- Opening Delimiter -

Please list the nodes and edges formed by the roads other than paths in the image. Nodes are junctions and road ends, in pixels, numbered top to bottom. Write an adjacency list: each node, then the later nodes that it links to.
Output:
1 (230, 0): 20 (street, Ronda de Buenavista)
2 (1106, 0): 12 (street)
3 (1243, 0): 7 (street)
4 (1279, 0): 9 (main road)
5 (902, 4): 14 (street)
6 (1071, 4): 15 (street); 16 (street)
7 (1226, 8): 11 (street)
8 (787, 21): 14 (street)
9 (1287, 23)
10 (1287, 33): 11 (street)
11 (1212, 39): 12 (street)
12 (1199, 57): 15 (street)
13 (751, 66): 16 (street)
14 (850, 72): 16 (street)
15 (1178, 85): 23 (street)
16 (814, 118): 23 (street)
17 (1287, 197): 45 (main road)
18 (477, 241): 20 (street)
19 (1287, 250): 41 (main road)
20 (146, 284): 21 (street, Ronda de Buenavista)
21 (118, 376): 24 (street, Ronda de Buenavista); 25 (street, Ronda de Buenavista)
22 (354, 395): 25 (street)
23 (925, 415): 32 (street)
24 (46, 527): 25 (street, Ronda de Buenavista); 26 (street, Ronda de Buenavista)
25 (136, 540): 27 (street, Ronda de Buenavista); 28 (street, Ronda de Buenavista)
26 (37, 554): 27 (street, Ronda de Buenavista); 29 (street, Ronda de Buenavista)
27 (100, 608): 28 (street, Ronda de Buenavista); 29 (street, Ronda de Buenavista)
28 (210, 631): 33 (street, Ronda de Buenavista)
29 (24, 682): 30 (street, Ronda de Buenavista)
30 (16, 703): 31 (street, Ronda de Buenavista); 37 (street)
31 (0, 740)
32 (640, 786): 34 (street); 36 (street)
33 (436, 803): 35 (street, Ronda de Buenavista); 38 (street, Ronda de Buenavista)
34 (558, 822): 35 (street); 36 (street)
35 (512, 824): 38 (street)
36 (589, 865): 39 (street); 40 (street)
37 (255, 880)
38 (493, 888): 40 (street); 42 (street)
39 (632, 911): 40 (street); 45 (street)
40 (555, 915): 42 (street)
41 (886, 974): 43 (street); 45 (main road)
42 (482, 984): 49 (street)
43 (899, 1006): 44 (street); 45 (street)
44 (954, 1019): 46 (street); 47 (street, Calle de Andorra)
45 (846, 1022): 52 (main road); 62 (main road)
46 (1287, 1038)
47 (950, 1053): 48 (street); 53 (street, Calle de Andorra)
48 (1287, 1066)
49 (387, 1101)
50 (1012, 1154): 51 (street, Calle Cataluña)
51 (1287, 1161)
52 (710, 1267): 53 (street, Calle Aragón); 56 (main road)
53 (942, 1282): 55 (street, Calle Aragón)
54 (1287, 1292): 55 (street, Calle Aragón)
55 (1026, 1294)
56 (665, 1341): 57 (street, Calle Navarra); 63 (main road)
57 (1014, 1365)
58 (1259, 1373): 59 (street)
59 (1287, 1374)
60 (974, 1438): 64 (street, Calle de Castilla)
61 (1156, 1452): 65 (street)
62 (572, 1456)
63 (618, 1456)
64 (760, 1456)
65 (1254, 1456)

- Closing Delimiter -

■ What you are asked to do ■
Your answer must be the complete listing, retyped exactly.

■ Written response ■
Please list the nodes and edges formed by the roads other than paths in the image. Nodes are junctions and road ends, in pixels, numbered top to bottom. Write an adjacency list: each node, then the later nodes that it links to.
Output:
1 (230, 0): 20 (street, Ronda de Buenavista)
2 (1106, 0): 12 (street)
3 (1243, 0): 7 (street)
4 (1279, 0): 9 (main road)
5 (902, 4): 14 (street)
6 (1071, 4): 15 (street); 16 (street)
7 (1226, 8): 11 (street)
8 (787, 21): 14 (street)
9 (1287, 23)
10 (1287, 33): 11 (street)
11 (1212, 39): 12 (street)
12 (1199, 57): 15 (street)
13 (751, 66): 16 (street)
14 (850, 72): 16 (street)
15 (1178, 85): 23 (street)
16 (814, 118): 23 (street)
17 (1287, 197): 45 (main road)
18 (477, 241): 20 (street)
19 (1287, 250): 41 (main road)
20 (146, 284): 21 (street, Ronda de Buenavista)
21 (118, 376): 24 (street, Ronda de Buenavista); 25 (street, Ronda de Buenavista)
22 (354, 395): 25 (street)
23 (925, 415): 32 (street)
24 (46, 527): 25 (street, Ronda de Buenavista); 26 (street, Ronda de Buenavista)
25 (136, 540): 27 (street, Ronda de Buenavista); 28 (street, Ronda de Buenavista)
26 (37, 554): 27 (street, Ronda de Buenavista); 29 (street, Ronda de Buenavista)
27 (100, 608): 28 (street, Ronda de Buenavista); 29 (street, Ronda de Buenavista)
28 (210, 631): 33 (street, Ronda de Buenavista)
29 (24, 682): 30 (street, Ronda de Buenavista)
30 (16, 703): 31 (street, Ronda de Buenavista); 37 (street)
31 (0, 740)
32 (640, 786): 34 (street); 36 (street)
33 (436, 803): 35 (street, Ronda de Buenavista); 38 (street, Ronda de Buenavista)
34 (558, 822): 35 (street); 36 (street)
35 (512, 824): 38 (street)
36 (589, 865): 39 (street); 40 (street)
37 (255, 880)
38 (493, 888): 40 (street); 42 (street)
39 (632, 911): 40 (street); 45 (street)
40 (555, 915): 42 (street)
41 (886, 974): 43 (street); 45 (main road)
42 (482, 984): 49 (street)
43 (899, 1006): 44 (street); 45 (street)
44 (954, 1019): 46 (street); 47 (street, Calle de Andorra)
45 (846, 1022): 52 (main road); 62 (main road)
46 (1287, 1038)
47 (950, 1053): 48 (street); 53 (street, Calle de Andorra)
48 (1287, 1066)
49 (387, 1101)
50 (1012, 1154): 51 (street, Calle Cataluña)
51 (1287, 1161)
52 (710, 1267): 53 (street, Calle Aragón); 56 (main road)
53 (942, 1282): 55 (street, Calle Aragón)
54 (1287, 1292): 55 (street, Calle Aragón)
55 (1026, 1294)
56 (665, 1341): 57 (street, Calle Navarra); 63 (main road)
57 (1014, 1365)
58 (1259, 1373): 59 (street)
59 (1287, 1374)
60 (974, 1438): 64 (street, Calle de Castilla)
61 (1156, 1452): 65 (street)
62 (572, 1456)
63 (618, 1456)
64 (760, 1456)
65 (1254, 1456)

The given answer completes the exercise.